TASK TO COMPLETE
Every line below that carries the word "than" needs to be copied.

MATERIAL SHOWN: Begin

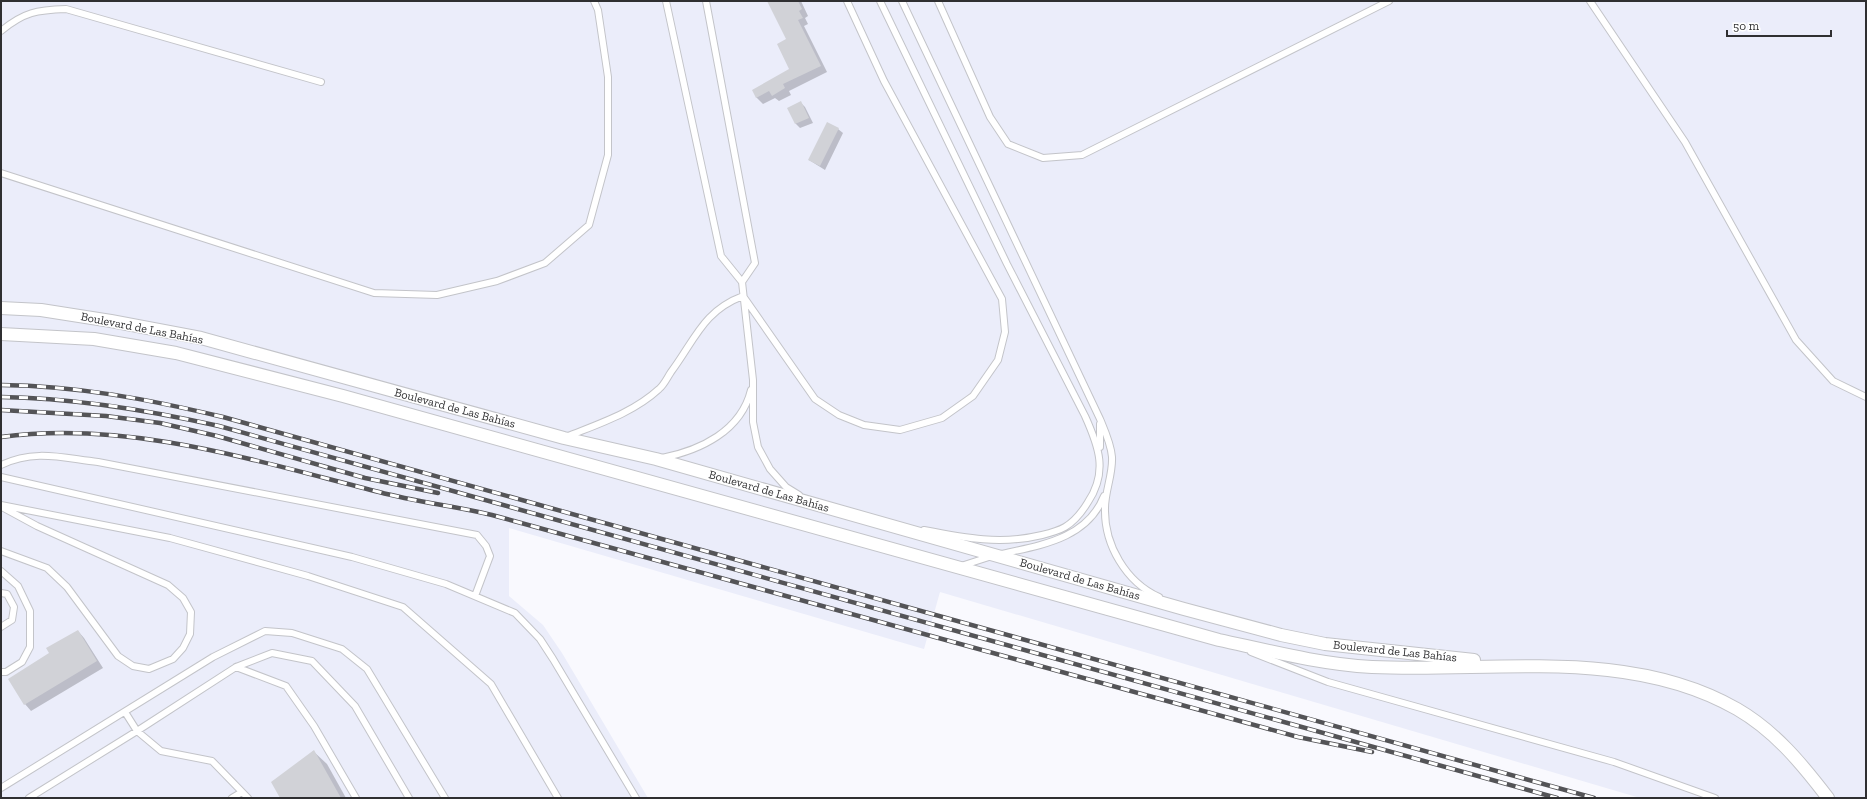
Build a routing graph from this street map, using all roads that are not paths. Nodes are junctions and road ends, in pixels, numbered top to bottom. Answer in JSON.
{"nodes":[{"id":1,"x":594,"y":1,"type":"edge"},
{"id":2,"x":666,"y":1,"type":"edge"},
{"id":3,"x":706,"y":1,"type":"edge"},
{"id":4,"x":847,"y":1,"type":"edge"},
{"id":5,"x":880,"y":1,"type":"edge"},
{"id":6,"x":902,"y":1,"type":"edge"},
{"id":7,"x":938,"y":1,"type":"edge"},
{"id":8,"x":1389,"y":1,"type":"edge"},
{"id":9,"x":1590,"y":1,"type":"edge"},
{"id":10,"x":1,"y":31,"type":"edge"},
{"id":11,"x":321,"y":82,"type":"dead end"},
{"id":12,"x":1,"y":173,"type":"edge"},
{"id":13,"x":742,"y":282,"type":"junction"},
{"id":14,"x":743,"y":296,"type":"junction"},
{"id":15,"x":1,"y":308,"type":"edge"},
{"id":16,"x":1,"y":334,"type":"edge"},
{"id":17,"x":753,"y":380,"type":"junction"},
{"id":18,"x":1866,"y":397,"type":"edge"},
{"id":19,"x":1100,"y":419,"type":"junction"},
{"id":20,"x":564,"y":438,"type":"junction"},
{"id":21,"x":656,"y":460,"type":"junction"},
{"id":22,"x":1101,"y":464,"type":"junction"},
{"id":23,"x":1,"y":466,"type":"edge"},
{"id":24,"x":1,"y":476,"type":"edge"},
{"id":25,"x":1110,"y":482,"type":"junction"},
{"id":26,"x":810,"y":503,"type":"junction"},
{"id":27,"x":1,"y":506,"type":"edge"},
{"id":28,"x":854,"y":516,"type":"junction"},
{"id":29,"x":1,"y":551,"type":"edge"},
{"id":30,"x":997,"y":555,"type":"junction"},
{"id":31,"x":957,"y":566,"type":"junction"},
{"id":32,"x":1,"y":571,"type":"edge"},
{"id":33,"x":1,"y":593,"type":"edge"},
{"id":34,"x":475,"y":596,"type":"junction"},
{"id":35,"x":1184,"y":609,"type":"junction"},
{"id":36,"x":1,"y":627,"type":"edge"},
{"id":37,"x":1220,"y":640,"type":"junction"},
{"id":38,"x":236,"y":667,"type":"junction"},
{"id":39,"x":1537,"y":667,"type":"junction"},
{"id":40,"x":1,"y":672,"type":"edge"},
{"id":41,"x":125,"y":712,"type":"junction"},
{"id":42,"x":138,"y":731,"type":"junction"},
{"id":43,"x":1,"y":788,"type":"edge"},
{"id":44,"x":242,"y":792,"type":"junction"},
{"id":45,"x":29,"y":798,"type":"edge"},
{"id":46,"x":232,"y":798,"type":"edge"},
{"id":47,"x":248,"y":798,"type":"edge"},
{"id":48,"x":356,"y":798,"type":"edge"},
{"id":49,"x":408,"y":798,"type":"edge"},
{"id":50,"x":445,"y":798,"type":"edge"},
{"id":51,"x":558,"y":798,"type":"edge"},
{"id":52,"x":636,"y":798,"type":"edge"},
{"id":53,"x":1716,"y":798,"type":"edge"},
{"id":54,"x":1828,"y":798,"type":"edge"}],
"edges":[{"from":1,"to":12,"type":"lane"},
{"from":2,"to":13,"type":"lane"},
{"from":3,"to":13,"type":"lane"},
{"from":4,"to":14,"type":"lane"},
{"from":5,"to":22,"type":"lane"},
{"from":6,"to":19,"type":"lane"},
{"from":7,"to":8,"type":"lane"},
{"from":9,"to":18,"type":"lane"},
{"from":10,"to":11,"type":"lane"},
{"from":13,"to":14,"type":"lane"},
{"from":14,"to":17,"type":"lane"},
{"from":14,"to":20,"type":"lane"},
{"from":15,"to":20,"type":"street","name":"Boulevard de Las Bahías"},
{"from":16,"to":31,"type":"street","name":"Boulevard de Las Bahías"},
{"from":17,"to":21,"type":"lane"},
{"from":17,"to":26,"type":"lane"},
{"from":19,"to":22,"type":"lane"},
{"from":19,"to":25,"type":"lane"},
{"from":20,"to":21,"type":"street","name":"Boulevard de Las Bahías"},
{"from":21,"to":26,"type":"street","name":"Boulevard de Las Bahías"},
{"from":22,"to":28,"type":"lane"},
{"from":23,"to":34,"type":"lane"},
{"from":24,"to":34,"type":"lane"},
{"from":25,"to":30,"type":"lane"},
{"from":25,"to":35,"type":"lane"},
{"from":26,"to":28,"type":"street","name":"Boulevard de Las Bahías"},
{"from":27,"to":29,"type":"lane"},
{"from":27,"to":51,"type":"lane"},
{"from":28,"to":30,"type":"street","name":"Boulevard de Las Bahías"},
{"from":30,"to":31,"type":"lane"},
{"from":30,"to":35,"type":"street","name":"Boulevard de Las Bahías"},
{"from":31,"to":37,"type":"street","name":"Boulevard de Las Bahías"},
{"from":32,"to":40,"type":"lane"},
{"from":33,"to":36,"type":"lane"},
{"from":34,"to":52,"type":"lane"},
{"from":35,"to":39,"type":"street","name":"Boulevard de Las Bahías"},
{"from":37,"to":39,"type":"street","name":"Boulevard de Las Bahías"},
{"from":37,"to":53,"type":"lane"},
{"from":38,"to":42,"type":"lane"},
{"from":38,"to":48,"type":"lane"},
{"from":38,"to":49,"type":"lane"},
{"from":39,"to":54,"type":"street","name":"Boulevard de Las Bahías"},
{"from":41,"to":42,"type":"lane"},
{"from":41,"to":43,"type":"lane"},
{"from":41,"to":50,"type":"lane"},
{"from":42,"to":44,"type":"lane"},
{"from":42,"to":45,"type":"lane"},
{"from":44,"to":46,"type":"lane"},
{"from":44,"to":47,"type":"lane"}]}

MATERIAL SHOWN: End
MATERIAL SHOWN: Begin

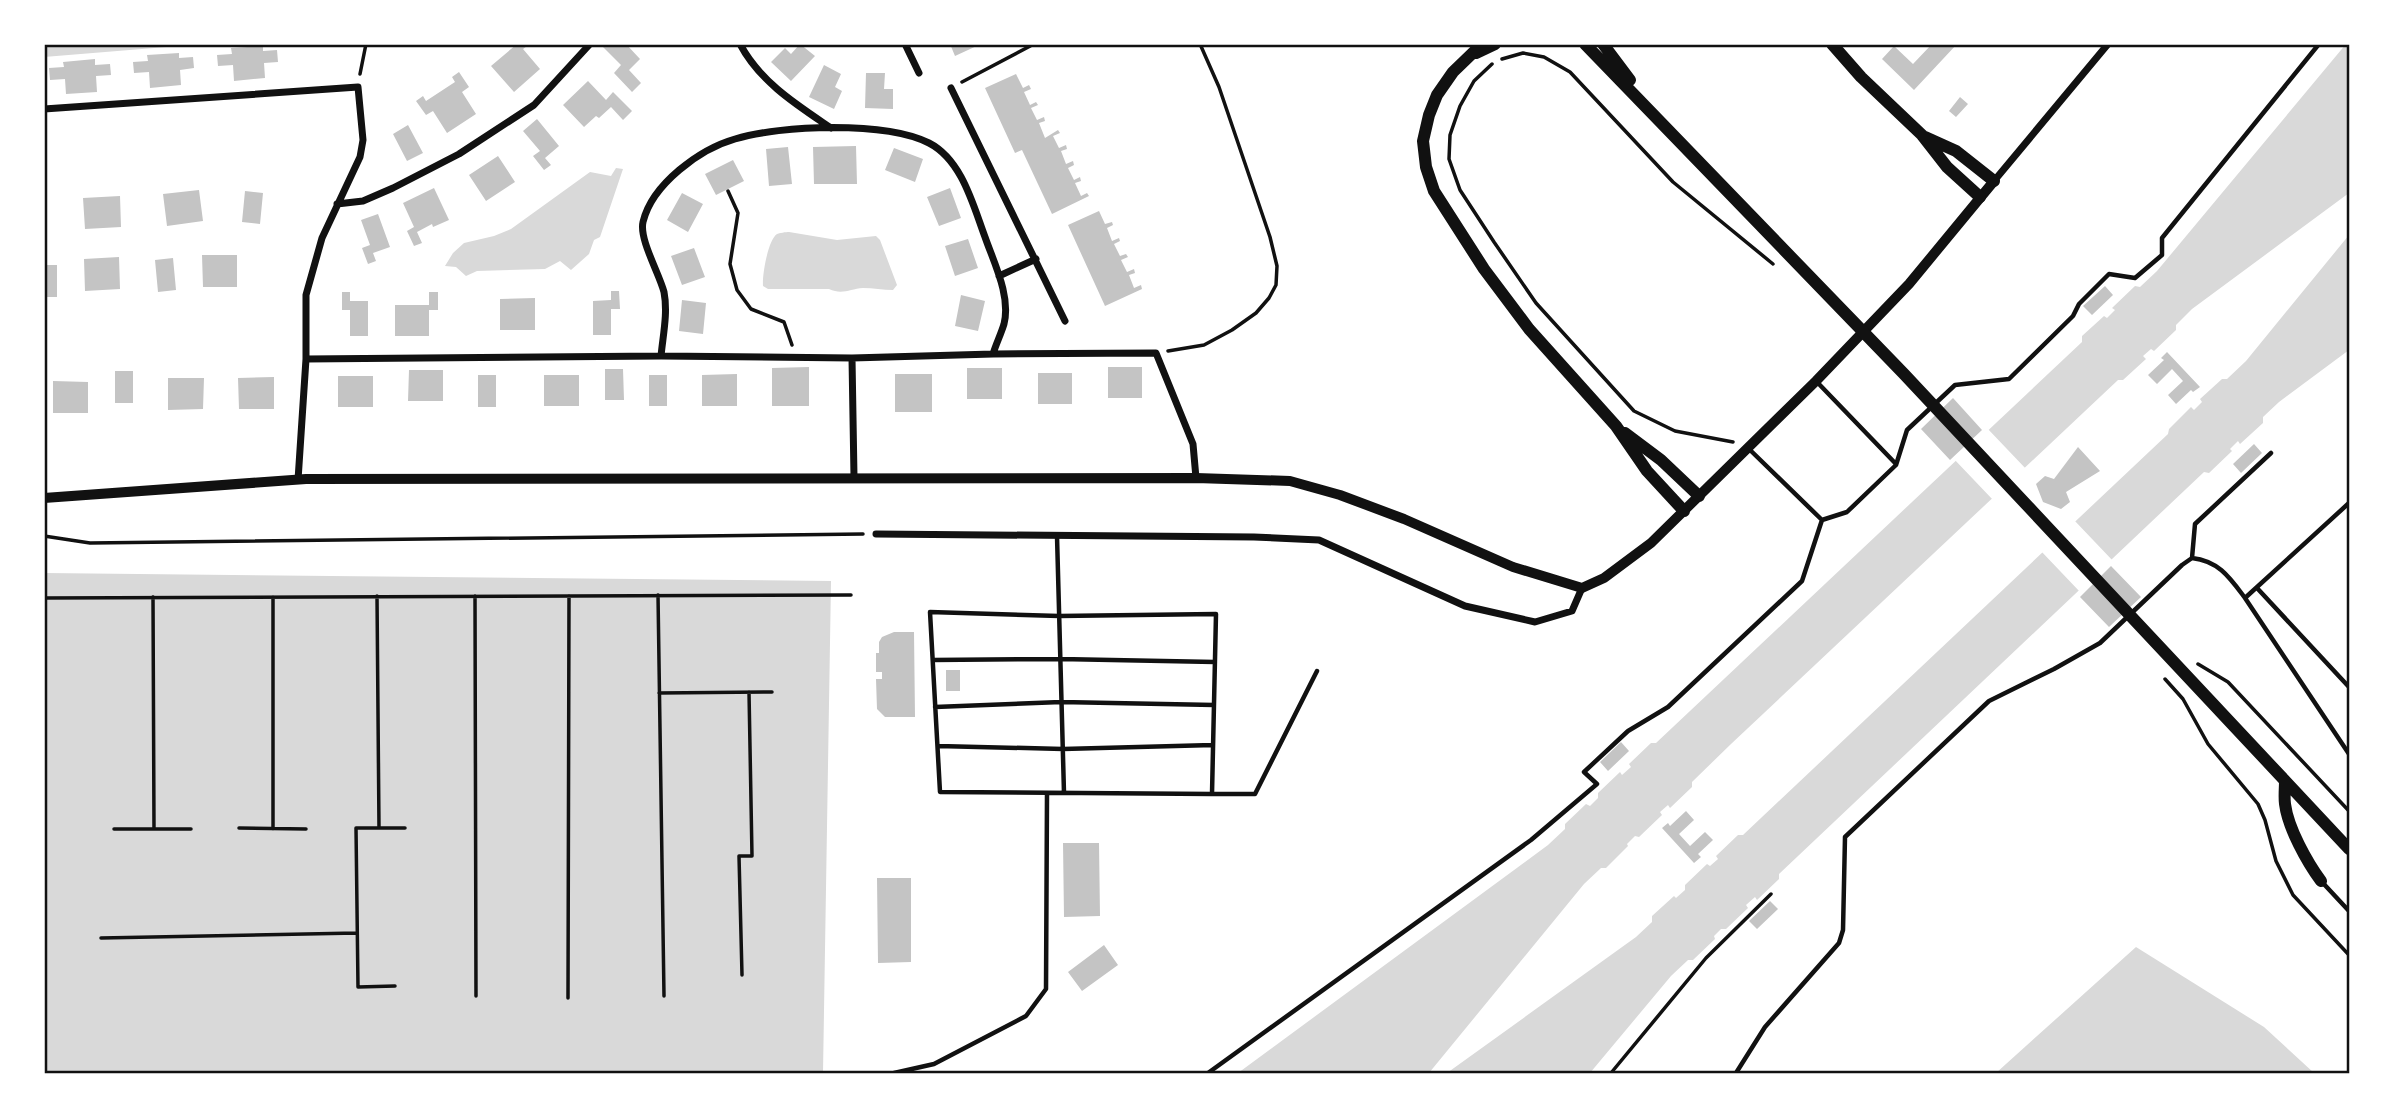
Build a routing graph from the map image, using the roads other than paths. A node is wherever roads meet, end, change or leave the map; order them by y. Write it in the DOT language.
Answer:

MATERIAL SHOWN: End
MATERIAL SHOWN: Begin

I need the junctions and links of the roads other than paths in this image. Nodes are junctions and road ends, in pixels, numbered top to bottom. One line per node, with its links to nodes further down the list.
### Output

MATERIAL SHOWN: End

RESULT
Build a routing graph from the map image, using the roads other than paths. A node is wherever roads meet, end, change or leave the map; order them by y. Write it in the DOT language.
I need the junctions and links of the roads other than paths in this image. Nodes are junctions and road ends, in pixels, numbered top to bottom. One line per node, with its links to nodes further down the list.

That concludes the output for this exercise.